◆ Directions
Please copy every line from the records below that contains the string "where".

-------- Task inputs --------

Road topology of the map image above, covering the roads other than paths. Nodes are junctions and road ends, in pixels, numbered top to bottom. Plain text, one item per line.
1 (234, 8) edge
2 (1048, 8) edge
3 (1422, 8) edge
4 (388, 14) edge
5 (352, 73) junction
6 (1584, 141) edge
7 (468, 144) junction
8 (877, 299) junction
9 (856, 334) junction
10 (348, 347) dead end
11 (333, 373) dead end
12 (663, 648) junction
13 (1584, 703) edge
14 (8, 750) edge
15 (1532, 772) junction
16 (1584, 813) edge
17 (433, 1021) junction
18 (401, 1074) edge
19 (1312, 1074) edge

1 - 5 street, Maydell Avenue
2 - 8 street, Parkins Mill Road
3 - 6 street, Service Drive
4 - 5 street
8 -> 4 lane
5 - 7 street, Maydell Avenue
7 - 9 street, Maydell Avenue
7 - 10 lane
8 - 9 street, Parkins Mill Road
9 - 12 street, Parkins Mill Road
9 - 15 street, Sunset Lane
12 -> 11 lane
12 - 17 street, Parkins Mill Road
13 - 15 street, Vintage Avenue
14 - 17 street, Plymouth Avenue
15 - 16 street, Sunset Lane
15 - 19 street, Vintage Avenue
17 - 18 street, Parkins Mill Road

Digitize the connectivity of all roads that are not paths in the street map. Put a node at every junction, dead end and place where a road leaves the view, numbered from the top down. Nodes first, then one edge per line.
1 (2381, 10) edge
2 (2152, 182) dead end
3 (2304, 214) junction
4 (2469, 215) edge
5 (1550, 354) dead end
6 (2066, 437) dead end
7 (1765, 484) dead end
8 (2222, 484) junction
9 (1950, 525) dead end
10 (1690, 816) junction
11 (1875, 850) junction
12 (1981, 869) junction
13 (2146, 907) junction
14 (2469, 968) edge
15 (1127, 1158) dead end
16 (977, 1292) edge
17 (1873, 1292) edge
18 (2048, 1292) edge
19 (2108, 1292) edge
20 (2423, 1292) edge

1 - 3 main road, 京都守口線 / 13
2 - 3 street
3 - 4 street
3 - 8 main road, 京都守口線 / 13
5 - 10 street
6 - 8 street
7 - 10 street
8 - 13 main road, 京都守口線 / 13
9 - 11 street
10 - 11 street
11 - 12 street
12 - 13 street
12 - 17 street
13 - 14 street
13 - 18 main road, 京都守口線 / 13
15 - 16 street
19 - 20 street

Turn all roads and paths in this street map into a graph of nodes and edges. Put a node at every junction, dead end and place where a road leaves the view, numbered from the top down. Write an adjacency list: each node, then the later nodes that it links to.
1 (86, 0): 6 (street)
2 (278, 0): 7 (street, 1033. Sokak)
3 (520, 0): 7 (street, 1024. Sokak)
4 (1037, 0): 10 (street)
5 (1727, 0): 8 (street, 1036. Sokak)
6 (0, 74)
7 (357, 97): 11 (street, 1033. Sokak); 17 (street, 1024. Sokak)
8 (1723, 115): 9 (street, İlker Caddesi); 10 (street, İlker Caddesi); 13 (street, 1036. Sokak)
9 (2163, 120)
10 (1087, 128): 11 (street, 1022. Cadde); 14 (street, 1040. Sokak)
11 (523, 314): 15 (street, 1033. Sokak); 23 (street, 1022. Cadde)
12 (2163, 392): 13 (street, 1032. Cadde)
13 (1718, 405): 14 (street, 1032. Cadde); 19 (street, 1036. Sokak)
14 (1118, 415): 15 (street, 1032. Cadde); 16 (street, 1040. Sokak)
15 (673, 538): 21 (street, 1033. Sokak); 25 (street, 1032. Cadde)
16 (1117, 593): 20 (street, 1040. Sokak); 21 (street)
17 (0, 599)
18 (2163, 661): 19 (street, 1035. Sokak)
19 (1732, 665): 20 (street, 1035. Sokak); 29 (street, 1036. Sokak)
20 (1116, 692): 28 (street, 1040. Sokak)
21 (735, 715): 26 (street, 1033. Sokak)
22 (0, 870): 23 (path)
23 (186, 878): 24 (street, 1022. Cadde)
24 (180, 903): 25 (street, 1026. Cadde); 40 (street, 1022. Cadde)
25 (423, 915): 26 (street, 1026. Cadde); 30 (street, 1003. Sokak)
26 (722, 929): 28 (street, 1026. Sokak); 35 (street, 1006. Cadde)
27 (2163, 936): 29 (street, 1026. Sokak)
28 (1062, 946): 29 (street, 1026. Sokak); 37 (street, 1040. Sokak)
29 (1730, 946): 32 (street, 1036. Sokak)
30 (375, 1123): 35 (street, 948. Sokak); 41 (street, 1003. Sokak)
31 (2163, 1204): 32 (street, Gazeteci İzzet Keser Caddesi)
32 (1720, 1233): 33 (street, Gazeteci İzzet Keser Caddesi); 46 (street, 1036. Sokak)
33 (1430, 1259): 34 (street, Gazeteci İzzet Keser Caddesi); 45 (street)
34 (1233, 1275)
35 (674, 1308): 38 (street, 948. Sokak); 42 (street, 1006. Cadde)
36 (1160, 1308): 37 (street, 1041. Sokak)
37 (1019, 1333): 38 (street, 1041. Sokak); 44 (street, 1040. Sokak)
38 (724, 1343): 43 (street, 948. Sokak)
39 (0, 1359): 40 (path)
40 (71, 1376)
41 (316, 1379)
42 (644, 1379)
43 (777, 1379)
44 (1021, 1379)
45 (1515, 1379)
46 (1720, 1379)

--------

◆ Written solution
Digitize the connectivity of all roads that are not paths in the street map. Put a node at every junction, dead end and place where a road leaves the view, numbered from the top down. Nodes first, then one edge per line.
Turn all roads and paths in this street map into a graph of nodes and edges. Put a node at every junction, dead end and place where a road leaves the view, numbered from the top down. Write an adjacency list: each node, then the later nodes that it links to.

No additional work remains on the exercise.